Frequently Asked Questions
Is one EHR vendor more FHIR-compliant than others?
Epic has the most complete FHIR implementation in terms of resource coverage and search parameter support. Oracle Health has the longest history with FHIR (started with DSTU2). athenahealth has the most standard-compliant auth flow but the narrowest resource coverage. "Most compliant" depends on which resources and operations your application needs.
Will FHIR R6 reduce vendor differences?
Normative resources in R6 will narrow the specification interpretation gaps, but vendor-specific extensions and authentication models will remain. The biggest improvement will be in consistency of resource structures for normative resources.
Should I use a FHIR aggregation platform instead of building adapters?
Platforms like Flexpa, Health Gorilla, and Particle Health aggregate across vendors and provide a normalized API. They add cost but remove the maintenance burden of vendor-specific adapters. For startups connecting to fewer than 10 health systems, building your own adapter layer is feasible. Above 10, consider an aggregator.

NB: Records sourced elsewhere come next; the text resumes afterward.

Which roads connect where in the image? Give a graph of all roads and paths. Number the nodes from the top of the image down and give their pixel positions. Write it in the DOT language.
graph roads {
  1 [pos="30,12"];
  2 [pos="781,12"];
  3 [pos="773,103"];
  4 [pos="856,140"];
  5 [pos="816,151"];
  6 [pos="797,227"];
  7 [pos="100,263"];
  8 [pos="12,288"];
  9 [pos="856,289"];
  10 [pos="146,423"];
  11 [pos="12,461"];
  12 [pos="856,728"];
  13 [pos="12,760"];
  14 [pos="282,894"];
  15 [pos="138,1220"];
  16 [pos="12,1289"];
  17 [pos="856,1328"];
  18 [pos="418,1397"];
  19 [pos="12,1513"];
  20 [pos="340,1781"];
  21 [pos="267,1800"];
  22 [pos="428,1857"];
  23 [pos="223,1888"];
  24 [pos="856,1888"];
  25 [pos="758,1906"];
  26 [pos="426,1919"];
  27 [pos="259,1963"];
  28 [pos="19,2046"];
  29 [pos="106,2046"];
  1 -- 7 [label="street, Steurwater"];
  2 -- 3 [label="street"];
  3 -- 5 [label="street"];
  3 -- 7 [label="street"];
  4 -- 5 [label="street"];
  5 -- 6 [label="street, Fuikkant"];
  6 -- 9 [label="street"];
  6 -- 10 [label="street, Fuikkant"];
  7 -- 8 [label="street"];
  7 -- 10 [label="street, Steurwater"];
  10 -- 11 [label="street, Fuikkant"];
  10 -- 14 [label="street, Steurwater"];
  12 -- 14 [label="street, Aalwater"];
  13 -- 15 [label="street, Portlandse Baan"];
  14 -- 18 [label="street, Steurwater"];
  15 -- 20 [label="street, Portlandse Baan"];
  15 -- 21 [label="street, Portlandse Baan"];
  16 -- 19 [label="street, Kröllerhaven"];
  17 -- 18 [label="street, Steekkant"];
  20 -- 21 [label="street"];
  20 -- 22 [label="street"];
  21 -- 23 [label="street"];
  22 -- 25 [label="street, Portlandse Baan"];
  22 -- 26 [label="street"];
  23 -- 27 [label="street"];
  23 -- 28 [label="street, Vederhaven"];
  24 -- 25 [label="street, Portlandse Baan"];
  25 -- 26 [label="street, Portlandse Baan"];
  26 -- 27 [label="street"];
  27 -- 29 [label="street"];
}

How do I handle vendor-specific extensions in my data model?
Store vendor-specific extensions in a generic extension map (JSON column in your database) rather than creating vendor-specific schema fields. This keeps your data model vendor-neutral while preserving all available data. Query vendor extensions at the application layer when needed.
What happens when a vendor changes their FHIR API?
Vendors typically announce breaking changes 60-90 days in advance through developer portals. Non-breaking changes (new extensions, additional resources) may appear without notice. This is why production behavioral monitoring is essential -- it detects changes that announcements miss.
Can I use the same SMART on FHIR app across all vendors?
In theory, yes -- that is the point of SMART on FHIR. In practice, each vendor's App Market requires separate registration, review, and approval. Your application code should be portable, but the deployment process is vendor-specific. Budget 2-6 months for each vendor's app marketplace approval process.